— WHAT TO PRODUCE —
From the first line to the last, print the records exactly, leaving out the pictures.

— DATA FOR ANALYSIS —
┏━━

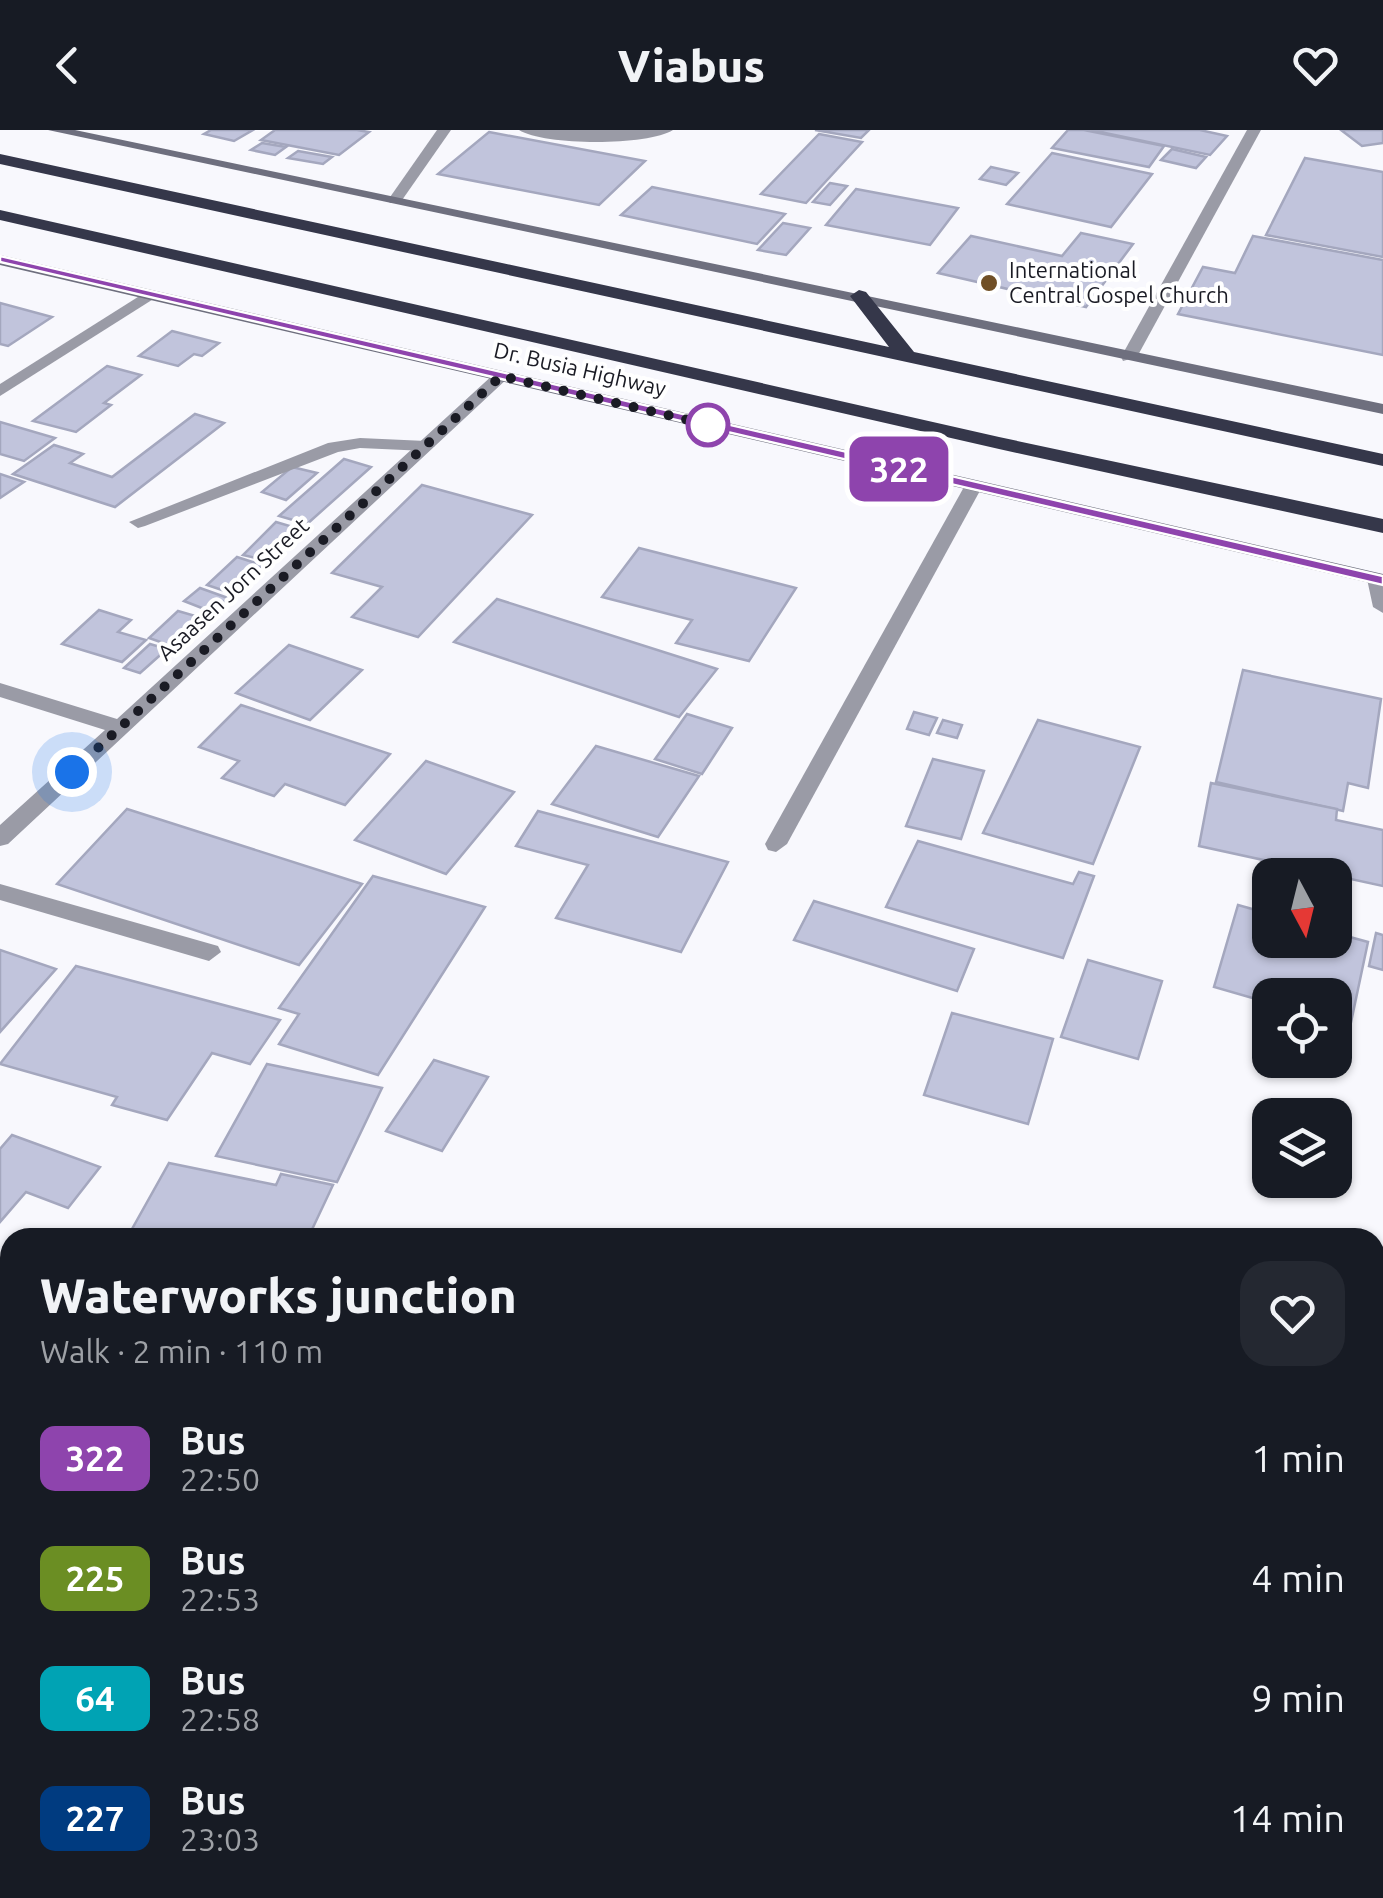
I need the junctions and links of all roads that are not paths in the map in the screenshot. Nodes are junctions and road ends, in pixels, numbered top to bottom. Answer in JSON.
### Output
{"nodes":[{"id":1,"x":56,"y":130,"type":"edge"},
{"id":2,"x":444,"y":130,"type":"edge"},
{"id":3,"x":526,"y":130,"type":"edge"},
{"id":4,"x":666,"y":130,"type":"edge"},
{"id":5,"x":1254,"y":130,"type":"edge"},
{"id":6,"x":0,"y":159,"type":"edge"},
{"id":7,"x":395,"y":200,"type":"junction"},
{"id":8,"x":0,"y":215,"type":"edge"},
{"id":9,"x":0,"y":260,"type":"edge"},
{"id":10,"x":149,"y":294,"type":"junction"},
{"id":11,"x":859,"y":296,"type":"junction"},
{"id":12,"x":908,"y":357,"type":"junction"},
{"id":13,"x":1129,"y":357,"type":"junction"},
{"id":14,"x":501,"y":376,"type":"junction"},
{"id":15,"x":0,"y":391,"type":"edge"},
{"id":16,"x":1383,"y":409,"type":"edge"},
{"id":17,"x":426,"y":446,"type":"junction"},
{"id":18,"x":1383,"y":460,"type":"edge"},
{"id":19,"x":973,"y":487,"type":"junction"},
{"id":20,"x":138,"y":522,"type":"dead end"},
{"id":21,"x":1383,"y":526,"type":"edge"},
{"id":22,"x":1380,"y":580,"type":"edge"},
{"id":23,"x":1383,"y":607,"type":"edge"},
{"id":24,"x":0,"y":690,"type":"edge"},
{"id":25,"x":120,"y":727,"type":"junction"},
{"id":26,"x":0,"y":838,"type":"edge"},
{"id":27,"x":776,"y":844,"type":"dead end"},
{"id":28,"x":0,"y":892,"type":"edge"},
{"id":29,"x":209,"y":952,"type":"dead end"}],
"edges":[{"from":1,"to":7,"type":"street"},
{"from":2,"to":7,"type":"street"},
{"from":3,"to":4,"type":"street"},
{"from":5,"to":13,"type":"street"},
{"from":6,"to":12,"type":"highway"},
{"from":7,"to":11,"type":"street"},
{"from":8,"to":21,"type":"highway","name":"Dr. Busia Highway"},
{"from":9,"to":10,"type":"street","name":"Dr. Busia Highway"},
{"from":10,"to":14,"type":"street","name":"Dr. Busia Highway"},
{"from":10,"to":15,"type":"street"},
{"from":11,"to":12,"type":"highway"},
{"from":11,"to":13,"type":"street"},
{"from":12,"to":18,"type":"highway"},
{"from":13,"to":16,"type":"street"},
{"from":14,"to":17,"type":"street","name":"Asaasen Jorn Street"},
{"from":14,"to":19,"type":"street","name":"Dr. Busia Highway"},
{"from":17,"to":20,"type":"street"},
{"from":17,"to":25,"type":"street","name":"Asaasen Jorn Street"},
{"from":19,"to":22,"type":"street","name":"Dr. Busia Highway"},
{"from":19,"to":27,"type":"street"},
{"from":22,"to":23,"type":"street"},
{"from":24,"to":25,"type":"street"},
{"from":25,"to":26,"type":"street","name":"Asaasen Jorn Street"},
{"from":28,"to":29,"type":"street"}]}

┗━━

— EXPECTED ANSWER —
I need the junctions and links of all roads that are not paths in the map in the screenshot. Nodes are junctions and road ends, in pixels, numbered top to bottom. Answer in JSON.
### Output
{"nodes":[{"id":1,"x":56,"y":130,"type":"edge"},
{"id":2,"x":444,"y":130,"type":"edge"},
{"id":3,"x":526,"y":130,"type":"edge"},
{"id":4,"x":666,"y":130,"type":"edge"},
{"id":5,"x":1254,"y":130,"type":"edge"},
{"id":6,"x":0,"y":159,"type":"edge"},
{"id":7,"x":395,"y":200,"type":"junction"},
{"id":8,"x":0,"y":215,"type":"edge"},
{"id":9,"x":0,"y":260,"type":"edge"},
{"id":10,"x":149,"y":294,"type":"junction"},
{"id":11,"x":859,"y":296,"type":"junction"},
{"id":12,"x":908,"y":357,"type":"junction"},
{"id":13,"x":1129,"y":357,"type":"junction"},
{"id":14,"x":501,"y":376,"type":"junction"},
{"id":15,"x":0,"y":391,"type":"edge"},
{"id":16,"x":1383,"y":409,"type":"edge"},
{"id":17,"x":426,"y":446,"type":"junction"},
{"id":18,"x":1383,"y":460,"type":"edge"},
{"id":19,"x":973,"y":487,"type":"junction"},
{"id":20,"x":138,"y":522,"type":"dead end"},
{"id":21,"x":1383,"y":526,"type":"edge"},
{"id":22,"x":1380,"y":580,"type":"edge"},
{"id":23,"x":1383,"y":607,"type":"edge"},
{"id":24,"x":0,"y":690,"type":"edge"},
{"id":25,"x":120,"y":727,"type":"junction"},
{"id":26,"x":0,"y":838,"type":"edge"},
{"id":27,"x":776,"y":844,"type":"dead end"},
{"id":28,"x":0,"y":892,"type":"edge"},
{"id":29,"x":209,"y":952,"type":"dead end"}],
"edges":[{"from":1,"to":7,"type":"street"},
{"from":2,"to":7,"type":"street"},
{"from":3,"to":4,"type":"street"},
{"from":5,"to":13,"type":"street"},
{"from":6,"to":12,"type":"highway"},
{"from":7,"to":11,"type":"street"},
{"from":8,"to":21,"type":"highway","name":"Dr. Busia Highway"},
{"from":9,"to":10,"type":"street","name":"Dr. Busia Highway"},
{"from":10,"to":14,"type":"street","name":"Dr. Busia Highway"},
{"from":10,"to":15,"type":"street"},
{"from":11,"to":12,"type":"highway"},
{"from":11,"to":13,"type":"street"},
{"from":12,"to":18,"type":"highway"},
{"from":13,"to":16,"type":"street"},
{"from":14,"to":17,"type":"street","name":"Asaasen Jorn Street"},
{"from":14,"to":19,"type":"street","name":"Dr. Busia Highway"},
{"from":17,"to":20,"type":"street"},
{"from":17,"to":25,"type":"street","name":"Asaasen Jorn Street"},
{"from":19,"to":22,"type":"street","name":"Dr. Busia Highway"},
{"from":19,"to":27,"type":"street"},
{"from":22,"to":23,"type":"street"},
{"from":24,"to":25,"type":"street"},
{"from":25,"to":26,"type":"street","name":"Asaasen Jorn Street"},
{"from":28,"to":29,"type":"street"}]}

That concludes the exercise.